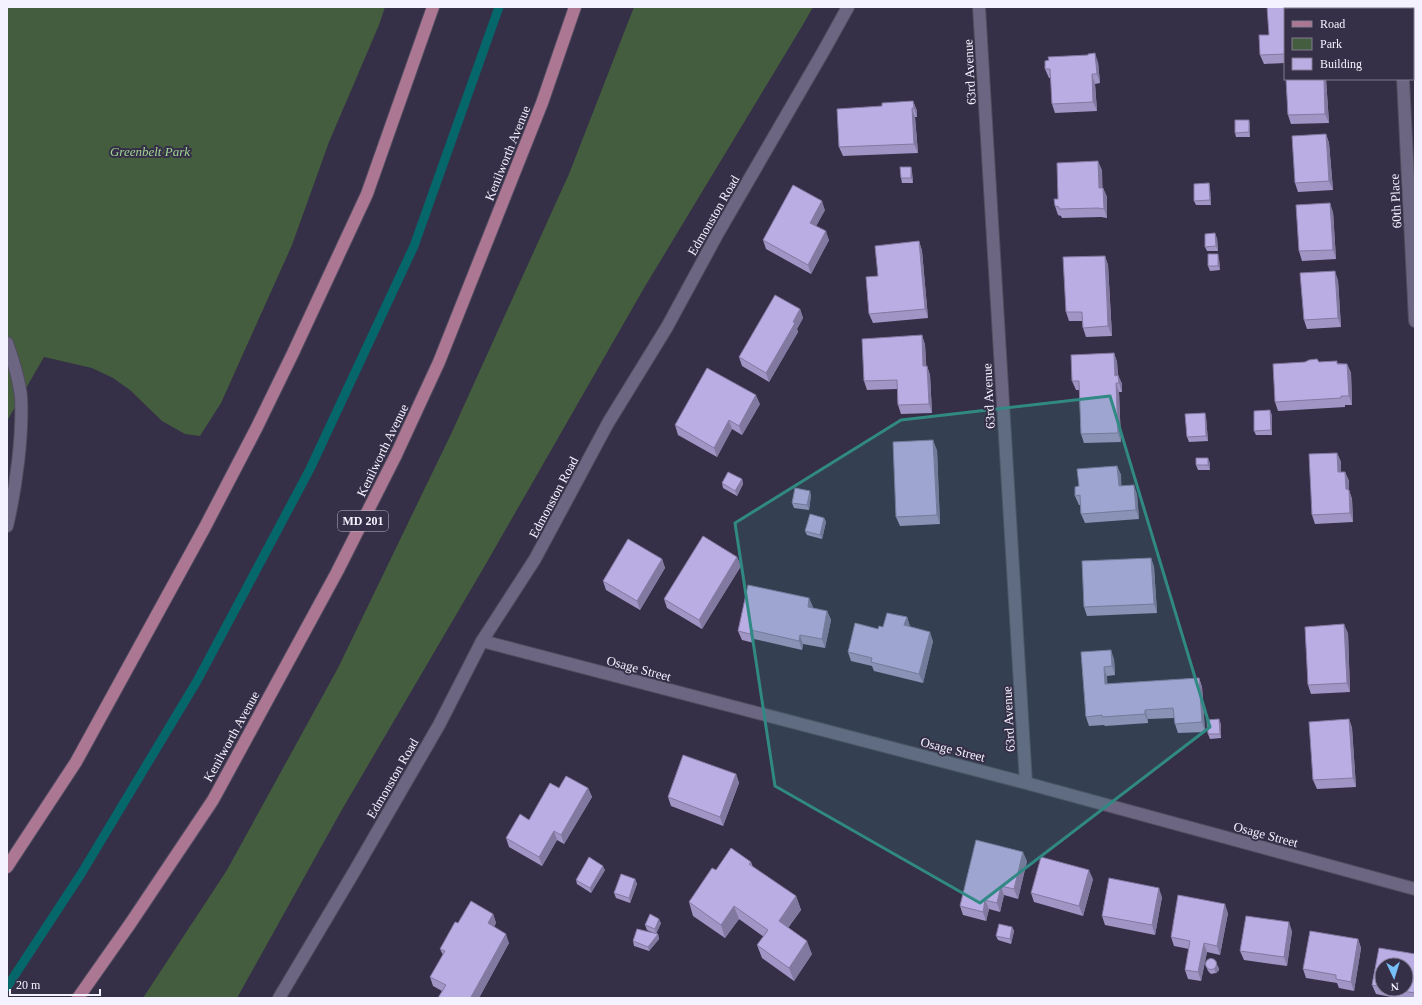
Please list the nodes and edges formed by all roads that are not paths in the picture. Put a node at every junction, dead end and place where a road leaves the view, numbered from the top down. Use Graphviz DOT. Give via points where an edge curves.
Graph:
graph roads {
  1 [pos="433,7"];
  2 [pos="575,7"];
  3 [pos="848,7"];
  4 [pos="979,7"];
  5 [pos="1403,80"];
  6 [pos="1415,321"];
  7 [pos="7,343"];
  8 [pos="7,526"];
  9 [pos="482,641"];
  10 [pos="1026,783"];
  11 [pos="7,867"];
  12 [pos="1415,889"];
  13 [pos="78,998"];
  14 [pos="278,998"];
  1 -- 11 [label="main road" via="367,194 257,427 76,762"];
  2 -- 13 [label="main road, Kenilworth Avenue / MD 201" via="542,103 439,362 396,455 337,572 213,800"];
  3 -- 9 [label="street, Edmonston Road" via="667,327 608,423 535,559"];
  4 -- 10 [label="street, 63rd Avenue"];
  5 -- 6 [label="street, 60th Place"];
  7 -- 8 [label="street" via="18,376 21,397 20,436"];
  9 -- 10 [label="street, Osage Street"];
  9 -- 14 [label="street, Edmonston Road" via="439,725"];
  10 -- 12 [label="street, Osage Street"];
}
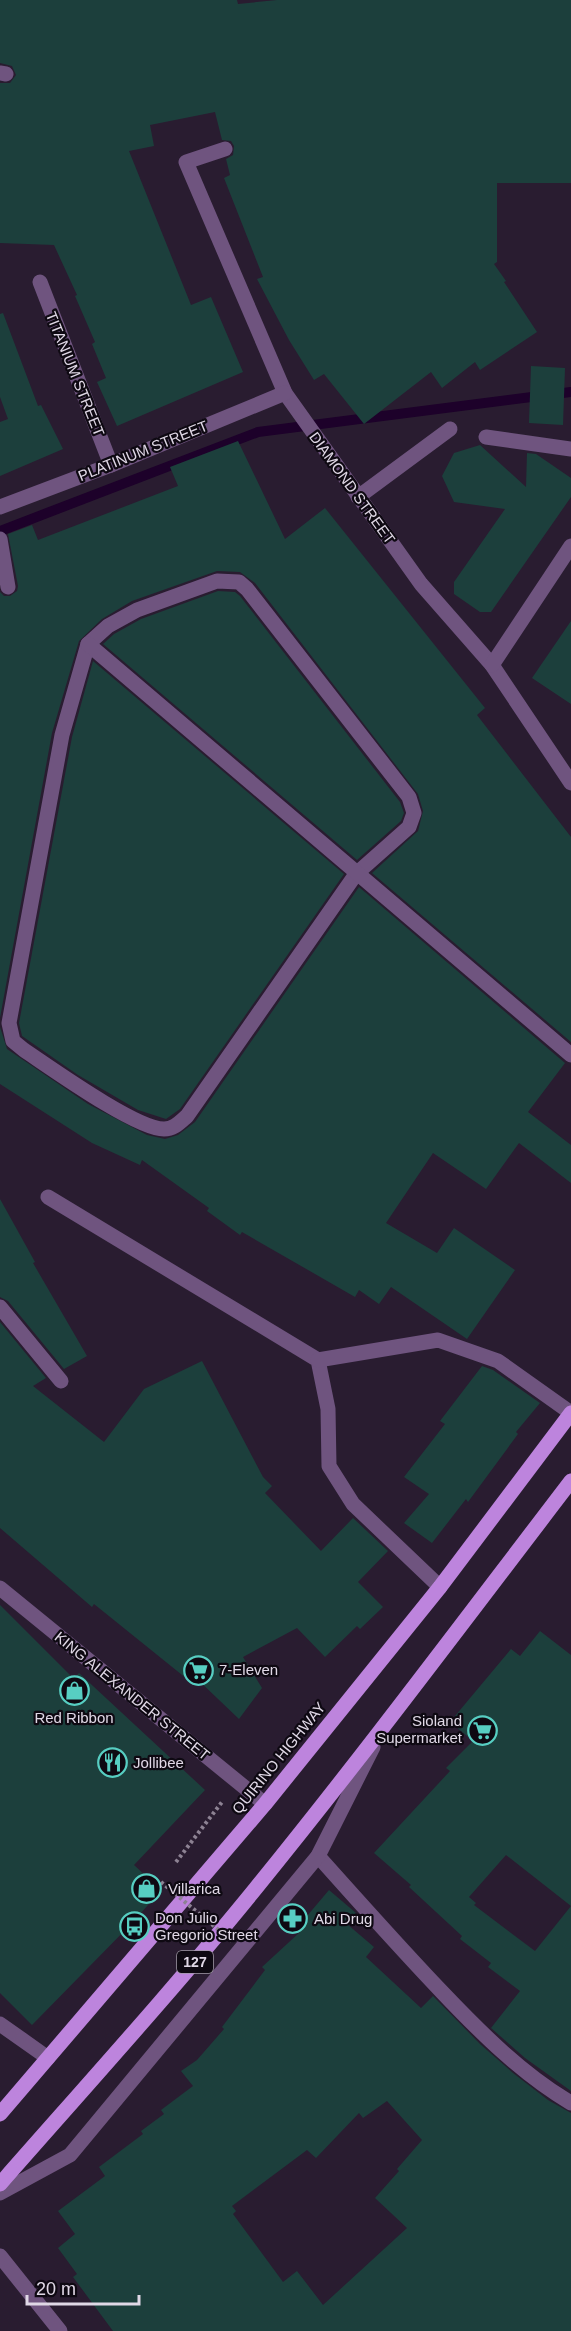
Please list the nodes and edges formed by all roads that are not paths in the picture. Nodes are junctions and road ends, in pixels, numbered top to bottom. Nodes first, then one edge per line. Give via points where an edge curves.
1 (225, 149) dead end
2 (40, 282) dead end
3 (285, 393) junction
4 (450, 429) dead end
5 (486, 437) dead end
6 (571, 449) edge
7 (111, 465) junction
8 (358, 497) junction
9 (0, 507) edge
10 (0, 539) edge
11 (571, 546) edge
12 (8, 587) dead end
13 (88, 644) junction
14 (492, 665) junction
15 (571, 783) edge
16 (356, 874) junction
17 (571, 1055) edge
18 (48, 1197) dead end
19 (0, 1307) edge
20 (318, 1360) junction
21 (61, 1381) dead end
22 (571, 1413) edge
23 (571, 1481) edge
24 (440, 1587) junction
25 (0, 1588) edge
26 (380, 1732) junction
27 (265, 1804) junction
28 (318, 1856) junction
29 (0, 2024) edge
30 (48, 2058) junction
31 (571, 2103) edge
32 (0, 2114) edge
33 (0, 2184) edge
34 (0, 2193) edge
35 (0, 2256) edge
36 (60, 2331) edge

1 - 3 street, DIAMOND STREET via 186,162
2 - 7 street, TITANIUM STREET
3 - 7 street, PLATINUM STREET
3 - 8 street, DIAMOND STREET
4 - 8 street
5 - 6 street
7 - 9 street, PLATINUM STREET
8 - 14 street, DIAMOND STREET via 421,584
10 - 12 street
11 - 14 street
13 - 16 street
13 - 16 street via 108,626 137,610 218,581 239,582 247,588 409,797 414,813 409,827
13 - 16 street via 63,735 9,1023 13,1041 140,1124 164,1130 175,1128
14 - 15 street, DIAMOND STREET
16 - 17 street
18 - 20 street
19 - 21 street
20 - 22 street via 438,1340 498,1360
20 - 24 street via 328,1409 329,1466 353,1504
22 - 24 main road, QUIRINO HIGHWAY
23 - 26 main road, 127
24 - 27 main road, QUIRINO HIGHWAY
25 - 27 street, KING ALEXANDER STREET
26 - 28 street
26 - 33 main road, 127 via 173,1988
27 - 30 main road, QUIRINO HIGHWAY
28 - 31 street via 482,2033 547,2089
28 - 34 street via 70,2156
29 - 30 street
30 - 32 main road, QUIRINO HIGHWAY
35 - 36 street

==*==

_Your task_
Every record above must be repeated exactly, with the pictures dropped.

_Written reply_
Please list the nodes and edges formed by all roads that are not paths in the picture. Put a node at every junction, dead end and place where a road leaves the view, numbered from the top down. Use Graphviz DOT. Give via points where an edge curves.
Graph:
graph roads {
  1 [pos="433,7"];
  2 [pos="575,7"];
  3 [pos="848,7"];
  4 [pos="979,7"];
  5 [pos="1403,80"];
  6 [pos="1415,321"];
  7 [pos="7,343"];
  8 [pos="7,526"];
  9 [pos="482,641"];
  10 [pos="1026,783"];
  11 [pos="7,867"];
  12 [pos="1415,889"];
  13 [pos="78,998"];
  14 [pos="278,998"];
  1 -- 11 [label="main road" via="367,194 257,427 76,762"];
  2 -- 13 [label="main road, Kenilworth Avenue / MD 201" via="542,103 439,362 396,455 337,572 213,800"];
  3 -- 9 [label="street, Edmonston Road" via="667,327 608,423 535,559"];
  4 -- 10 [label="street, 63rd Avenue"];
  5 -- 6 [label="street, 60th Place"];
  7 -- 8 [label="street" via="18,376 21,397 20,436"];
  9 -- 10 [label="street, Osage Street"];
  9 -- 14 [label="street, Edmonston Road" via="439,725"];
  10 -- 12 [label="street, Osage Street"];
}
Please list the nodes and edges formed by all roads that are not paths in the picture. Nodes are junctions and road ends, in pixels, numbered top to bottom. Nodes first, then one edge per line. Give via points where an edge curves.
1 (225, 149) dead end
2 (40, 282) dead end
3 (285, 393) junction
4 (450, 429) dead end
5 (486, 437) dead end
6 (571, 449) edge
7 (111, 465) junction
8 (358, 497) junction
9 (0, 507) edge
10 (0, 539) edge
11 (571, 546) edge
12 (8, 587) dead end
13 (88, 644) junction
14 (492, 665) junction
15 (571, 783) edge
16 (356, 874) junction
17 (571, 1055) edge
18 (48, 1197) dead end
19 (0, 1307) edge
20 (318, 1360) junction
21 (61, 1381) dead end
22 (571, 1413) edge
23 (571, 1481) edge
24 (440, 1587) junction
25 (0, 1588) edge
26 (380, 1732) junction
27 (265, 1804) junction
28 (318, 1856) junction
29 (0, 2024) edge
30 (48, 2058) junction
31 (571, 2103) edge
32 (0, 2114) edge
33 (0, 2184) edge
34 (0, 2193) edge
35 (0, 2256) edge
36 (60, 2331) edge

1 - 3 street, DIAMOND STREET via 186,162
2 - 7 street, TITANIUM STREET
3 - 7 street, PLATINUM STREET
3 - 8 street, DIAMOND STREET
4 - 8 street
5 - 6 street
7 - 9 street, PLATINUM STREET
8 - 14 street, DIAMOND STREET via 421,584
10 - 12 street
11 - 14 street
13 - 16 street
13 - 16 street via 108,626 137,610 218,581 239,582 247,588 409,797 414,813 409,827
13 - 16 street via 63,735 9,1023 13,1041 140,1124 164,1130 175,1128
14 - 15 street, DIAMOND STREET
16 - 17 street
18 - 20 street
19 - 21 street
20 - 22 street via 438,1340 498,1360
20 - 24 street via 328,1409 329,1466 353,1504
22 - 24 main road, QUIRINO HIGHWAY
23 - 26 main road, 127
24 - 27 main road, QUIRINO HIGHWAY
25 - 27 street, KING ALEXANDER STREET
26 - 28 street
26 - 33 main road, 127 via 173,1988
27 - 30 main road, QUIRINO HIGHWAY
28 - 31 street via 482,2033 547,2089
28 - 34 street via 70,2156
29 - 30 street
30 - 32 main road, QUIRINO HIGHWAY
35 - 36 street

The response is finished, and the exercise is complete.